Yanghuo Sanqi capsule (YSC) consists of Yingyanghuo (Epimedium brevicornu Maxim., YYH) and Sanqi (Panax notoginseng (Burk.) F.H.Chen, SQ), which is used to treat cardiovascular diseases in Traditional Chinese Medicine (TCM). Additionally, the accumulated evidence suggests that it has the potential to treat Alzheimer's disease (AD). This study tries to elucidate the mechanisms of YSC against AD by combining network pharmacology of absorbed components with multi-omics of Caenorhabditis elegans (C. elegans). Firstly, network pharmacology was used to predict the target of the YSC in the treatment of AD. Then, Caenorhabditis elegans (C. elegans) CL4176 and CL2355 were used to study the effect of YSC on AD, and the mechanism was studied through multi-omics.
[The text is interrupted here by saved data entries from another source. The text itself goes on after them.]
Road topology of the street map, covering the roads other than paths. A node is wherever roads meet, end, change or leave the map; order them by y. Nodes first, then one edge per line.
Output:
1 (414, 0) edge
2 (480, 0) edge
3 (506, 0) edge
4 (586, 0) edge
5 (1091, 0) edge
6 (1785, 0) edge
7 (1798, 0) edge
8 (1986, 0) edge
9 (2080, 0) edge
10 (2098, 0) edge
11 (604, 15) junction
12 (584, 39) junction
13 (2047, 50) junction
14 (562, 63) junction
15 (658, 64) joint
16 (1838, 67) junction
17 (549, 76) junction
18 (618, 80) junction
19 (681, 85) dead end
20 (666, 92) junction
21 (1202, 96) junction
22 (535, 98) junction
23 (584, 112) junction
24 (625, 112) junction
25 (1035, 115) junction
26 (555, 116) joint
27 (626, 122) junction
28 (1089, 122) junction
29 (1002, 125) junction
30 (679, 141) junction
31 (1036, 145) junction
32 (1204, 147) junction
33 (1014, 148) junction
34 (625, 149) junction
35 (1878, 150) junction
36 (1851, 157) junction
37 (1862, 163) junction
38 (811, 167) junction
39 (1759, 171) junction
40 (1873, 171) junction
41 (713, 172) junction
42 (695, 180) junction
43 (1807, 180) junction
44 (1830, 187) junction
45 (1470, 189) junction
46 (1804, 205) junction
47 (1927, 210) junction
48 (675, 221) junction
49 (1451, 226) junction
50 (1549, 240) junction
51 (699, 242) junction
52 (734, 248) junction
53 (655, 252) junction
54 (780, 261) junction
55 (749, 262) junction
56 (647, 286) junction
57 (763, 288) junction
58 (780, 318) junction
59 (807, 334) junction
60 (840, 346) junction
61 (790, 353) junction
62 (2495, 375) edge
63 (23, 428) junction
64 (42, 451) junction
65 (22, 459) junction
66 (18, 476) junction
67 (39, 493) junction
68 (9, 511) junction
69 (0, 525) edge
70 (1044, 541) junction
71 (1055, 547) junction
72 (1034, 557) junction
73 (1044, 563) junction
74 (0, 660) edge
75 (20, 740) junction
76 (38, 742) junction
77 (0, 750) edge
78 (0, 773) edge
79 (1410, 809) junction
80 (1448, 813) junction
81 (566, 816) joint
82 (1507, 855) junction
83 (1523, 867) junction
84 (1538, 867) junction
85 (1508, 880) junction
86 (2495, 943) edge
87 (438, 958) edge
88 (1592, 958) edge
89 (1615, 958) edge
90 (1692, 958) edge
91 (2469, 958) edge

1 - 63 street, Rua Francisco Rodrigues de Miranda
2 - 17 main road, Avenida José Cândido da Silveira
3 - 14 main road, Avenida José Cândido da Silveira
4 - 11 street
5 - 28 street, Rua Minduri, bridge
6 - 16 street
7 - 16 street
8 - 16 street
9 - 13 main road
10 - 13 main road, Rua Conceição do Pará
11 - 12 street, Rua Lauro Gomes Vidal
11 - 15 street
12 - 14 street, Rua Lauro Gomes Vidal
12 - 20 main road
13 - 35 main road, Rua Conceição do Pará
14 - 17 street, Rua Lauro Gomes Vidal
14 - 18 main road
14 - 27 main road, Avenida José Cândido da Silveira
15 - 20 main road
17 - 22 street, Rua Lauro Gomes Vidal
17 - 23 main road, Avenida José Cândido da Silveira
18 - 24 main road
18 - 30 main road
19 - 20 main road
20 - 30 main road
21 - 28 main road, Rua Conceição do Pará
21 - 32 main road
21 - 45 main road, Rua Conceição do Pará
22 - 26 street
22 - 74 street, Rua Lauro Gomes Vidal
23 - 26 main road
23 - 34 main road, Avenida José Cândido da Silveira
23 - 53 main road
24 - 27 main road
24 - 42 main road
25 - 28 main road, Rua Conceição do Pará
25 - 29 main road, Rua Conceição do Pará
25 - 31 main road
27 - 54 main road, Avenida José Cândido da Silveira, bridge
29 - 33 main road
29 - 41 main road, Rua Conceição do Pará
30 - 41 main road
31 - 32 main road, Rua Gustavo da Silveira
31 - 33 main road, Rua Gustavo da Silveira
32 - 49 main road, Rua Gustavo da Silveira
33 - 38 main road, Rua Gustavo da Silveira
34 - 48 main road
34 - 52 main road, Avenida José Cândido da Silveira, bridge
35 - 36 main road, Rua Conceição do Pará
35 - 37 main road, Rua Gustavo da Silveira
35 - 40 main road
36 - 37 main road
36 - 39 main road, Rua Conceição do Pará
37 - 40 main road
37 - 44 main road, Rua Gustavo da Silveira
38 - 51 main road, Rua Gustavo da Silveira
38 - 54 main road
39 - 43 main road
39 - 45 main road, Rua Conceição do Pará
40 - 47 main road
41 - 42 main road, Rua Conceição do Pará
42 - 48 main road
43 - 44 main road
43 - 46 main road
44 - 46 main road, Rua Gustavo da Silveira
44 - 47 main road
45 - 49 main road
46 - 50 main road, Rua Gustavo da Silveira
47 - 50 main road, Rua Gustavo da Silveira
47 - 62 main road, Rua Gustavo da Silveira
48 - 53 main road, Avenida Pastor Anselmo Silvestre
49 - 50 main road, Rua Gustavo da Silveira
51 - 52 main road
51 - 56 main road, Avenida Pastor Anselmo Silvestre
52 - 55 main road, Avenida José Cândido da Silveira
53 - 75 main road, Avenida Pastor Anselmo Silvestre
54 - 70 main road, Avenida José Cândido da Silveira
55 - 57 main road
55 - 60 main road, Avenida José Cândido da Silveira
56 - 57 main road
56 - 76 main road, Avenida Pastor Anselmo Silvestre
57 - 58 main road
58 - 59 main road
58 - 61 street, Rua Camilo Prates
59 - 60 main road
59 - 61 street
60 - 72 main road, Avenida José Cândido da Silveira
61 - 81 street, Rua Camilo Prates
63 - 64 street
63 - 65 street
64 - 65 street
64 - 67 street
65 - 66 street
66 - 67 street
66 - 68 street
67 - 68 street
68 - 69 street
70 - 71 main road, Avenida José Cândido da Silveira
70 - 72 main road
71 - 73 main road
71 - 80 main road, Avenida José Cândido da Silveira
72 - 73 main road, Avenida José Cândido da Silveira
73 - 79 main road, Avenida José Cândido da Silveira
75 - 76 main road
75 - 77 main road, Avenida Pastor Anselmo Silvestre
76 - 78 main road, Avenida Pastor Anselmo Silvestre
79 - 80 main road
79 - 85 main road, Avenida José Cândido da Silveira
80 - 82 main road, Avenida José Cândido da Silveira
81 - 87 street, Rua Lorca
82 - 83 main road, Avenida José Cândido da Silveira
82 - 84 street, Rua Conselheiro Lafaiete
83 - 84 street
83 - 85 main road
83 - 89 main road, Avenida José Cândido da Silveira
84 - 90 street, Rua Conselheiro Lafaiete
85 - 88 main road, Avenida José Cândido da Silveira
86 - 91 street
Finally, potential therapeutic targets and bioactivity ingredients were identified through validation experiments, molecular docking, and molecular dynamics simulation. The network pharmacology of 15 mice blood components suggested that YSC may intervene in AD by regulating lipid metabolism and amyloid precursor protein (APP). In addition, YSC can alleviate Aβ-induced toxicity in both muscle and nerve in C. elegans. Transcriptomic and metabolomic analysis in C. elegans showed that YSC protected against AD by increasing lipid metabolism, which can maintain lipid homeostasis inside and outside the cell and down-regulating APP to alleviate Aβ-induced toxicity. Anhydroicaritin (AHI) is an important bioactive ingredient involved in regulating APP error clipping and lipid metabolism in YSC. This study reveals the mechanism of YSC anti-AD and provides experimental support for expanding its clinical use.